Acute megakaryoblastic leukemia (AMKL) is a form of leukemia where a majority of the blasts are megakaryoblastic.
It is classified under AML-M7 category of the French-American-British classification.
The latest WHO classification (2008, Lyon), classifies Acute Myeloid Leukemia into distinct subtypes, based on clinico-pathological and molecular features. Acute megakaryoblastic leukemia is placed under the AML-Not Otherwise Specified subcategory.
Diagnosis requires more than 20% Blasts in the marrow/ peripheral blood with more than 50% demonstrating megakaryocytic derivation by morphology, immunophenotypic or electron microscopic studies.
It is associated with GATA1, and risks are increased in individuals with Down syndrome.
However, not all cases are associated with Down syndrome, and other genes can also be associated with AMKL.
Another related gene is MKL1, which is also known as "MAL". This gene is a cofactor of serum response factor.
In adults, include pancytopenia with low blast counts in the blood, myelofibrosis, an absence of lymphadenopathy and hepatosplenomegaly, poor response to chemotherapy, and short clinical course. In children, the same clinical presentation but with variable course especially in very young children; both leukocytosis and organomegaly may be present in children with M7.

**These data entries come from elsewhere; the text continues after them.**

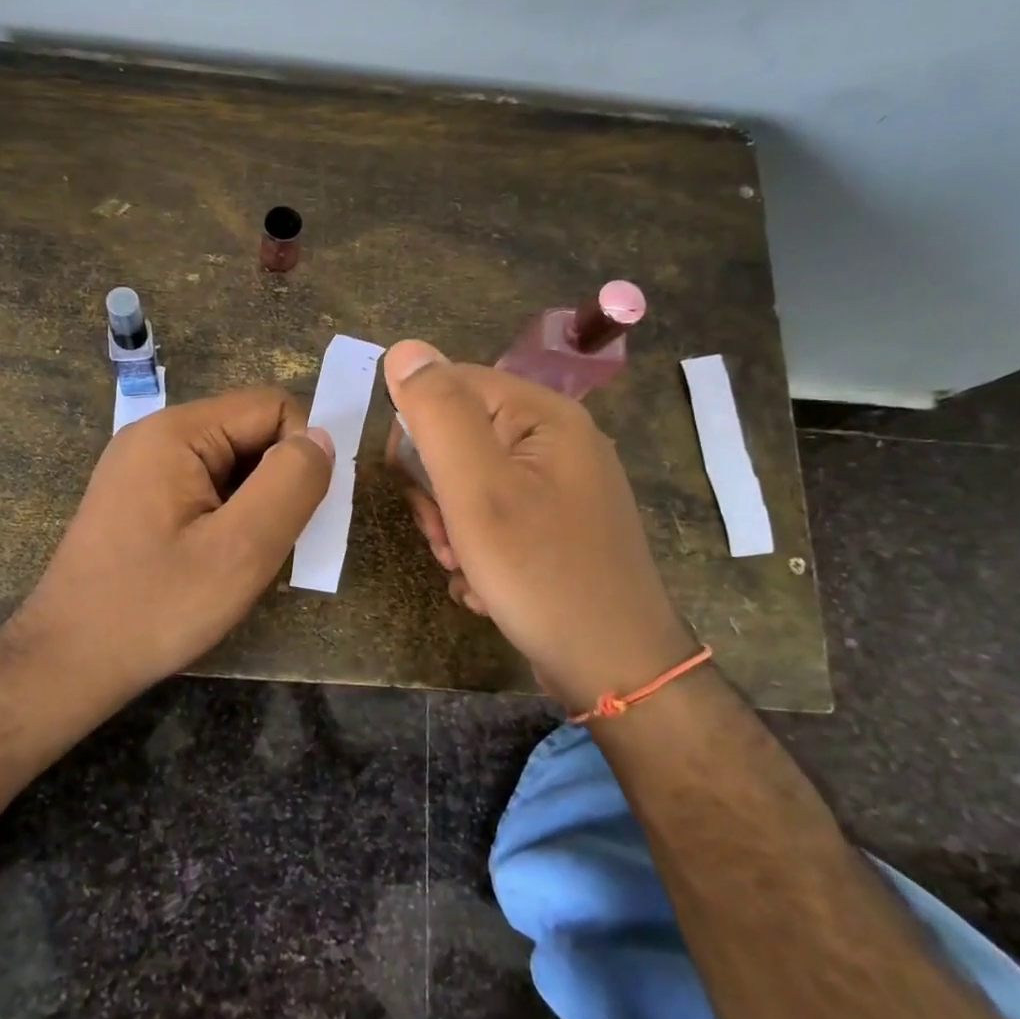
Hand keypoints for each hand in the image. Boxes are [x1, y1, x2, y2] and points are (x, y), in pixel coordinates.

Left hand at [7, 388, 333, 695]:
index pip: (272, 407)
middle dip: (277, 482)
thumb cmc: (156, 607)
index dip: (302, 453)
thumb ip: (291, 484)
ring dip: (254, 505)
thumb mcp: (241, 549)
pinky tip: (216, 561)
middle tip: (271, 546)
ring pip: (231, 464)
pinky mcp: (137, 497)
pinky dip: (227, 517)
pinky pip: (204, 488)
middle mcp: (155, 435)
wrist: (67, 661)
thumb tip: (321, 438)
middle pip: (250, 433)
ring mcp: (141, 467)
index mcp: (177, 432)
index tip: (301, 514)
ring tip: (243, 560)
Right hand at [382, 340, 695, 711]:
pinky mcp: (556, 526)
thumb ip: (439, 414)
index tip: (415, 487)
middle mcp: (557, 441)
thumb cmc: (542, 573)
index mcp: (544, 416)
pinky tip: (485, 586)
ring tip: (465, 568)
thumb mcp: (477, 490)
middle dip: (436, 493)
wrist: (614, 668)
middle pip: (460, 439)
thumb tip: (404, 350)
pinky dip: (478, 550)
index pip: (451, 386)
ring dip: (452, 528)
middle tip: (448, 539)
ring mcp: (560, 487)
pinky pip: (495, 518)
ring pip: (470, 485)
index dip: (417, 433)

In the first three years of life, megakaryoblastic leukemia is the most common type of leukemia in patients with Down syndrome.
The morphology of cells was observed by means of bone marrow smear; the immunophenotype was detected by flow cytometry and immunohistochemistry assay.
Blasts more than 20%, with more than 50% of megakaryocytic phenotype.
In blood and bone marrow smears megakaryoblasts are usually medium-sized to large cells with a high nuclear-cytoplasmic ratio. Nuclear chromatin is dense and homogeneous. There is scanty, variable basophilic cytoplasm which may be vacuolated. An irregular cytoplasmic border is often noted in some of the megakaryoblasts and occasionally projections resembling budding atypical platelets are present. Megakaryoblasts lack myeloperoxidase (MPO) activity and stain negatively with Sudan black B. They are alpha naphthyl butyrate esterase negative and manifest variable alpha naphthyl acetate esterase activity usually in scattered clumps or granules in the cytoplasm. PAS staining also varies from negative to focal or granular positivity, to strongly positive staining. A marrow aspirate is difficult to obtain in many cases because of variable degree of myelofibrosis. More precise identification is by immunophenotyping or with electron microscopy (EM). Immunophenotyping using MoAb to megakaryocyte restricted antigen (CD41 and CD61) may be diagnostic.
Complete remission and long-term survival are more common in children than adults.
Prognosis depends upon the cause. One third of cases is associated with a t(1;22)(p13;q13) mutation in children. These cases carry a poor prognosis.
Another third of cases is found in Down syndrome. These cases have a reasonably fair prognosis.
The last third of cases may be heterogeneous, and carry a poor prognosis.